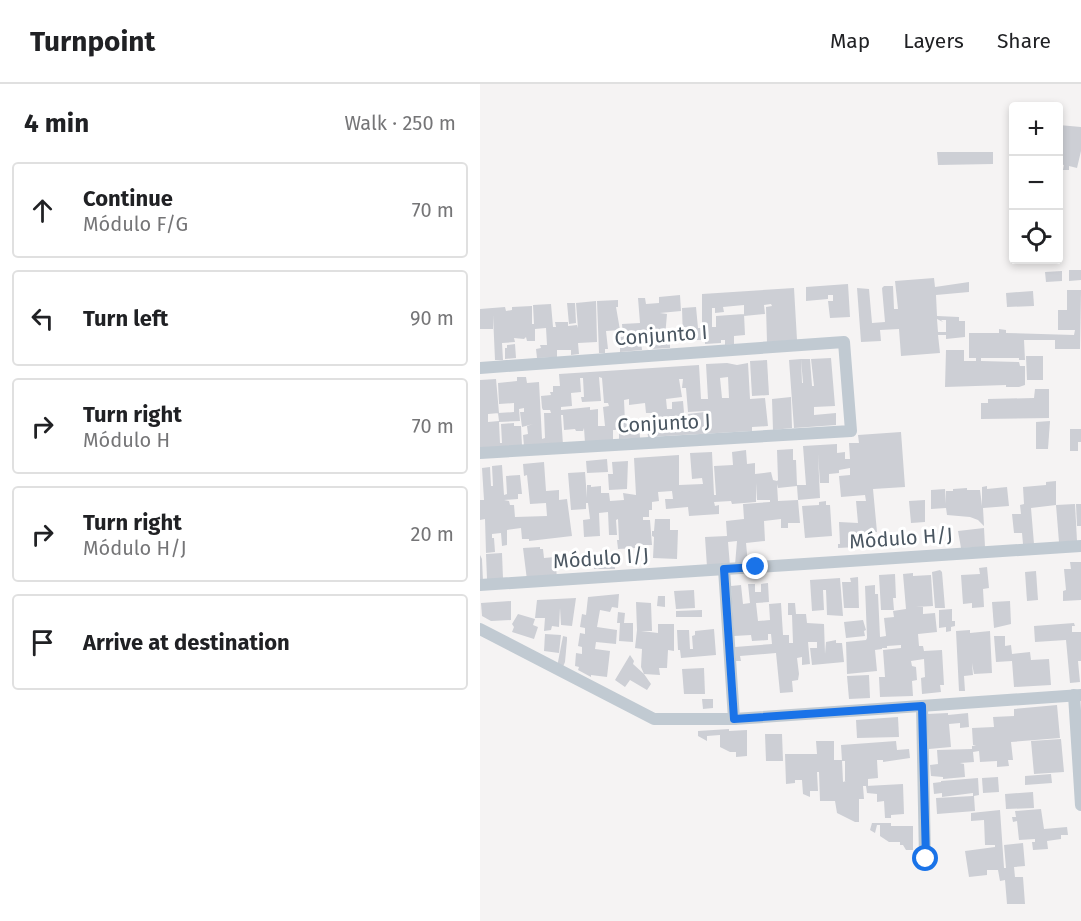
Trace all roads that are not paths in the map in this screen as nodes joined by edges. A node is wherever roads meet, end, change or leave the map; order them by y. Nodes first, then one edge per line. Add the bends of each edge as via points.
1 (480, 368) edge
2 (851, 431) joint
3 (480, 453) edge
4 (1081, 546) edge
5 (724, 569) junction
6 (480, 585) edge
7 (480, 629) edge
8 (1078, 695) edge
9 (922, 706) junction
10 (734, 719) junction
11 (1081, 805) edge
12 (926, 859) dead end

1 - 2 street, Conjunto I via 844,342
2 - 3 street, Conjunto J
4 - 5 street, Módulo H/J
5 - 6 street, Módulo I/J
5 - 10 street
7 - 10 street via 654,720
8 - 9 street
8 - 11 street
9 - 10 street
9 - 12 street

_ _ _ _

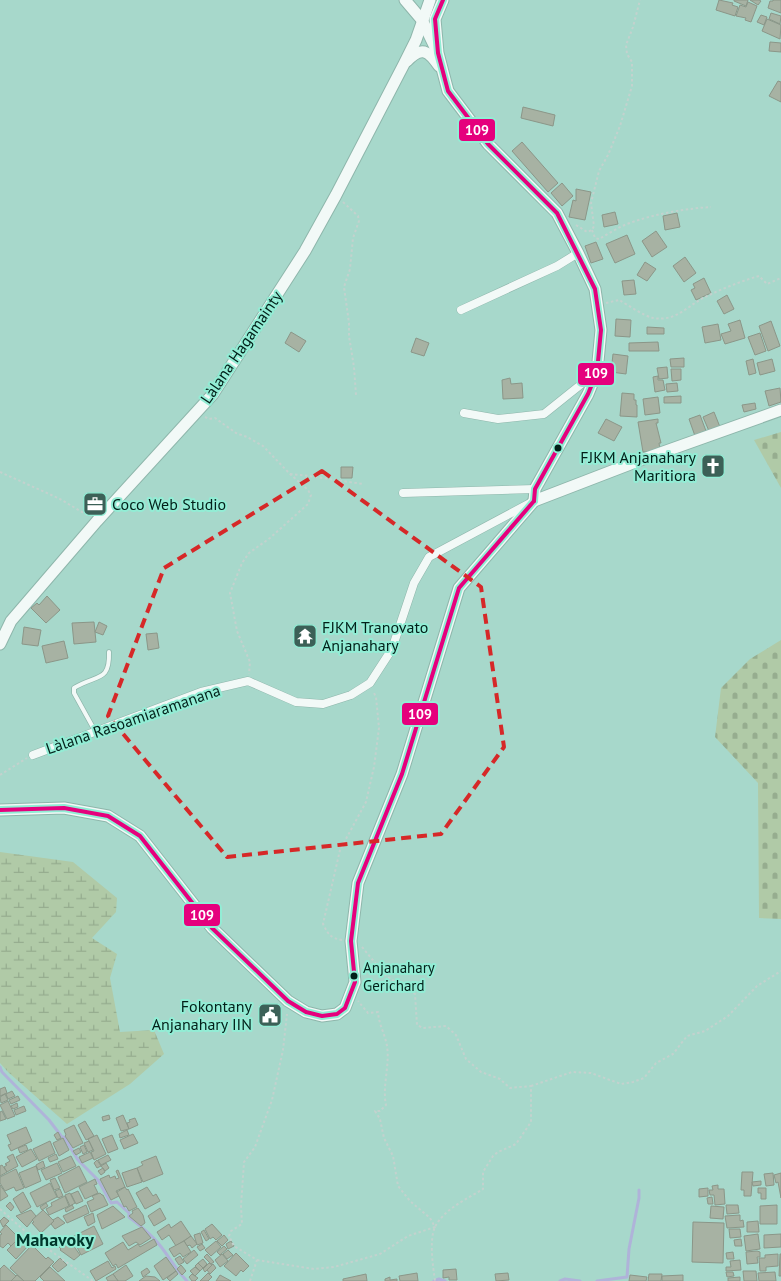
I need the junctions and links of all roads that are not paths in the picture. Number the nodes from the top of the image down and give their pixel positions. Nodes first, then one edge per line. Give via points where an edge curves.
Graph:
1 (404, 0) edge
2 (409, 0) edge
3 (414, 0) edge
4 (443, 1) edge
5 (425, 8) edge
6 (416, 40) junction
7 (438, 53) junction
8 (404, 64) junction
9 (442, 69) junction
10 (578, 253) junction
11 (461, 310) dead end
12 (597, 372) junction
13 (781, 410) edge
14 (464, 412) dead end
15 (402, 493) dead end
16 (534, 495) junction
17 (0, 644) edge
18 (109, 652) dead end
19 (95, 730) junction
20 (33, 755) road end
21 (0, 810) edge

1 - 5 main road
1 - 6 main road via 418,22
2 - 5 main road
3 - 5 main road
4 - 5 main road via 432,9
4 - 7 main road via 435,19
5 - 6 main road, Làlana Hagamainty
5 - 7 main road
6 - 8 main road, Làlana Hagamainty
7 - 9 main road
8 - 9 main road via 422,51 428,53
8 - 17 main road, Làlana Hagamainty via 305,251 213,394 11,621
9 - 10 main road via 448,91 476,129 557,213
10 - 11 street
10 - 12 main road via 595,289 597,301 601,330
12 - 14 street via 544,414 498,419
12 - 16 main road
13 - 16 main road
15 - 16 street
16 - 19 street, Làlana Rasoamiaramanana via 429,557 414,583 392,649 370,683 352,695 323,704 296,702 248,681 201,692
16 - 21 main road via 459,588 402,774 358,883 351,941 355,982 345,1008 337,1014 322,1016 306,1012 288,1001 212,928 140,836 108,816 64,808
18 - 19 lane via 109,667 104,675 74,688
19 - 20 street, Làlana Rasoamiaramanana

_ _ _ _

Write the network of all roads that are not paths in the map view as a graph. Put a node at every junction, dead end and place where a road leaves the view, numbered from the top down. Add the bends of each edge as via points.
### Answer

_ _ _ _

_Problem requirements_
Scan the listing for the string "from". Copy each line that has it.

_Result below_
I need the junctions and links of all roads that are not paths in the picture. Number the nodes from the top of the image down and give their pixel positions. Nodes first, then one edge per line. Give via points where an edge curves.
Write the network of all roads that are not paths in the map view as a graph. Put a node at every junction, dead end and place where a road leaves the view, numbered from the top down. Add the bends of each edge as via points.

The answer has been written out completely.